What are the potential warning signs that a Self-Directed IRA administration firm is not going to be all it is cracked up to be? That was the question recently posed at a post at American IRA’s blog. In the post, the Self-Directed IRA administration firm examined issues such as experience, payment structure, and professionalism to give potential investors an idea of what to look for.
The post started by introducing one potential warning sign: lack of experience among the leadership at the administration firm. Because a Self-Directed IRA administration firm serves as a custodian on Self-Directed IRA accounts, the post argues that experience is important, providing the staff of an administration firm with critical skills unique to the Self-Directed IRA. It is a different type of retirement account arrangement, requiring administration that understands how Self-Directed IRAs work.

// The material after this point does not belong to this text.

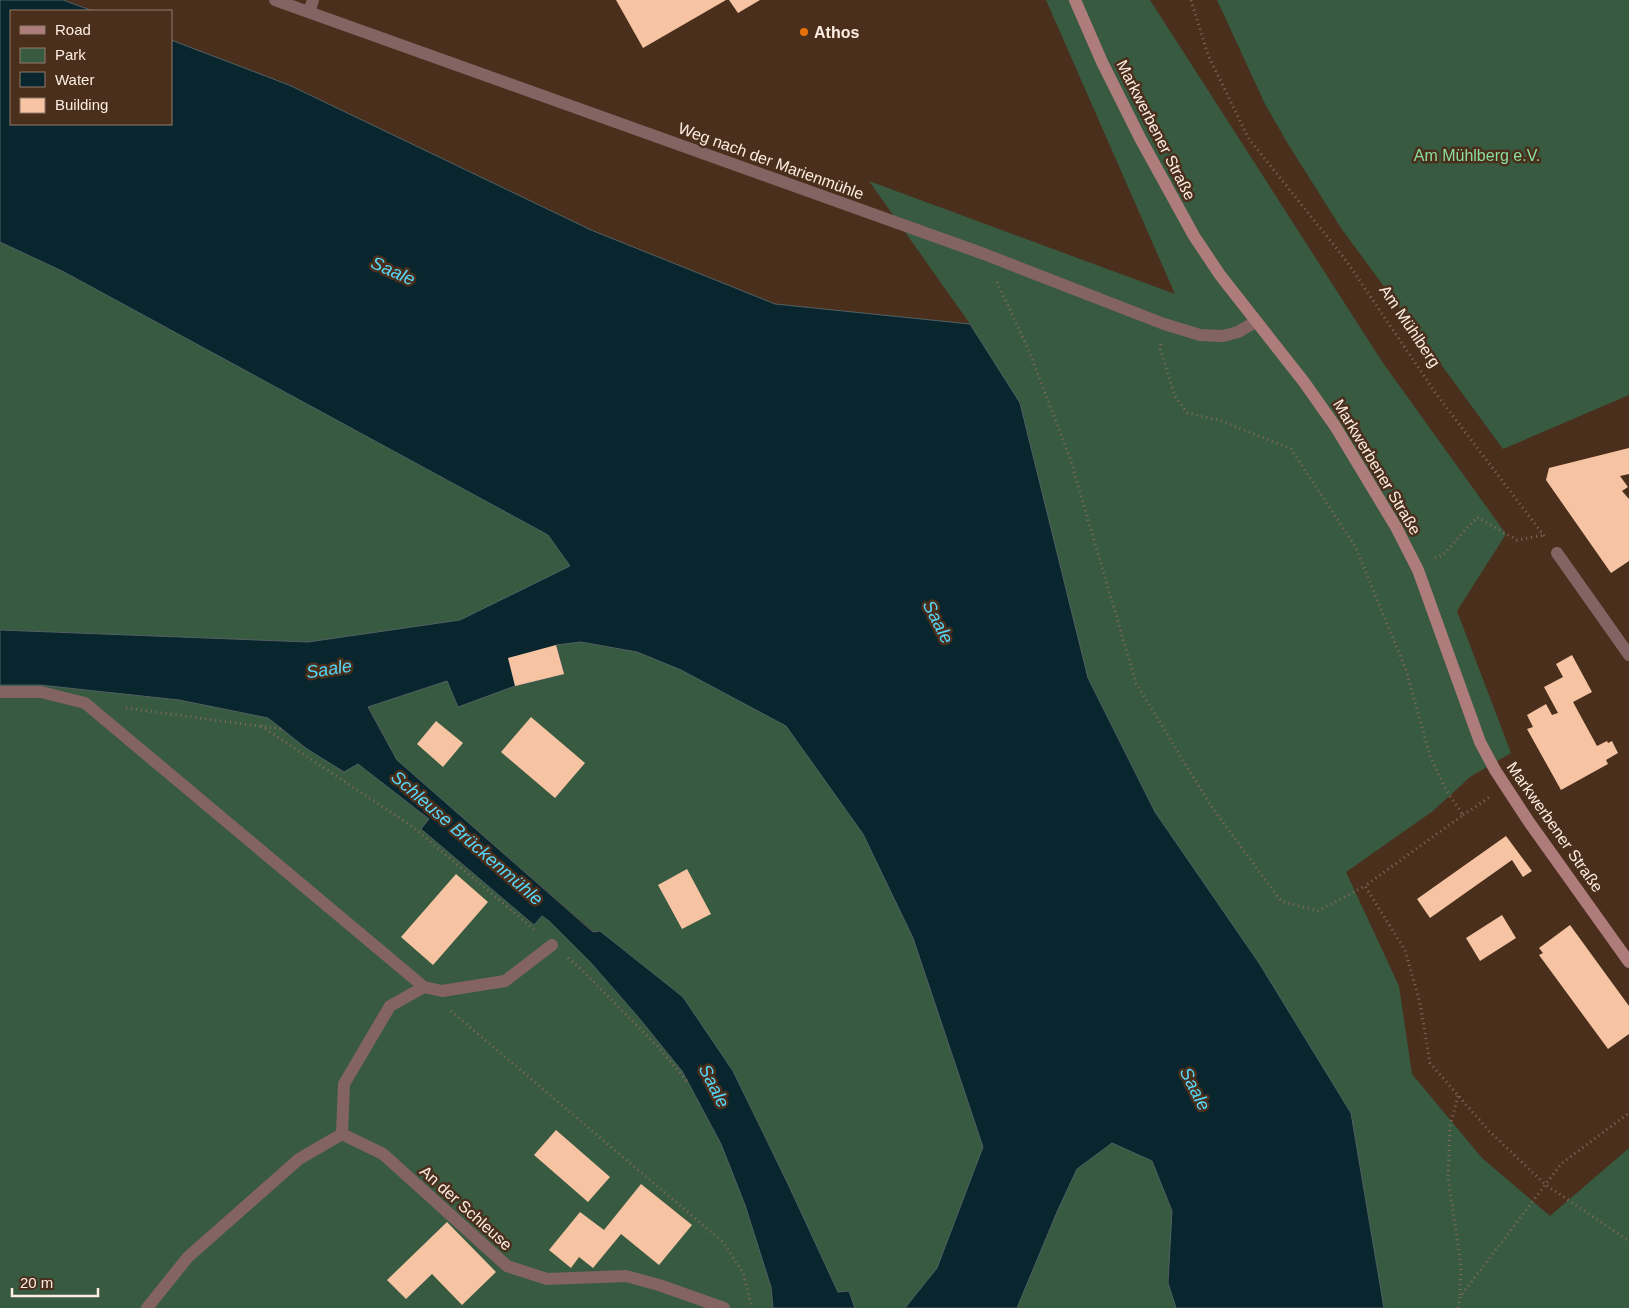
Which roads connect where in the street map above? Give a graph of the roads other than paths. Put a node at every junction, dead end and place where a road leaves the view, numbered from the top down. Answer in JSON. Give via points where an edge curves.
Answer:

The second potential warning sign, according to American IRA, had to do with payment structure. Payment structure can sometimes result in an investor paying more as a retirement account grows. But American IRA argues that a flatter payment structure is more beneficial for investors, allowing the money to grow within the account while the fee remains flat. That means that the fees, as a percentage of the portfolio, can actually shrink over time.
The third issue pointed out was the lack of professionalism, an issue that investors might find a problem within any type of investing arrangement.
“People want to be confident that they’re working with a good Self-Directed IRA administration firm,” said Jim Hitt, CEO of American IRA. “This post takes that concept and makes it specific. What are the actual warning signs that an administration firm is not on the level? How do you find someone you can trust? This is the type of post that investors who are in the first stages of seeking out a Self-Directed IRA can really benefit from.”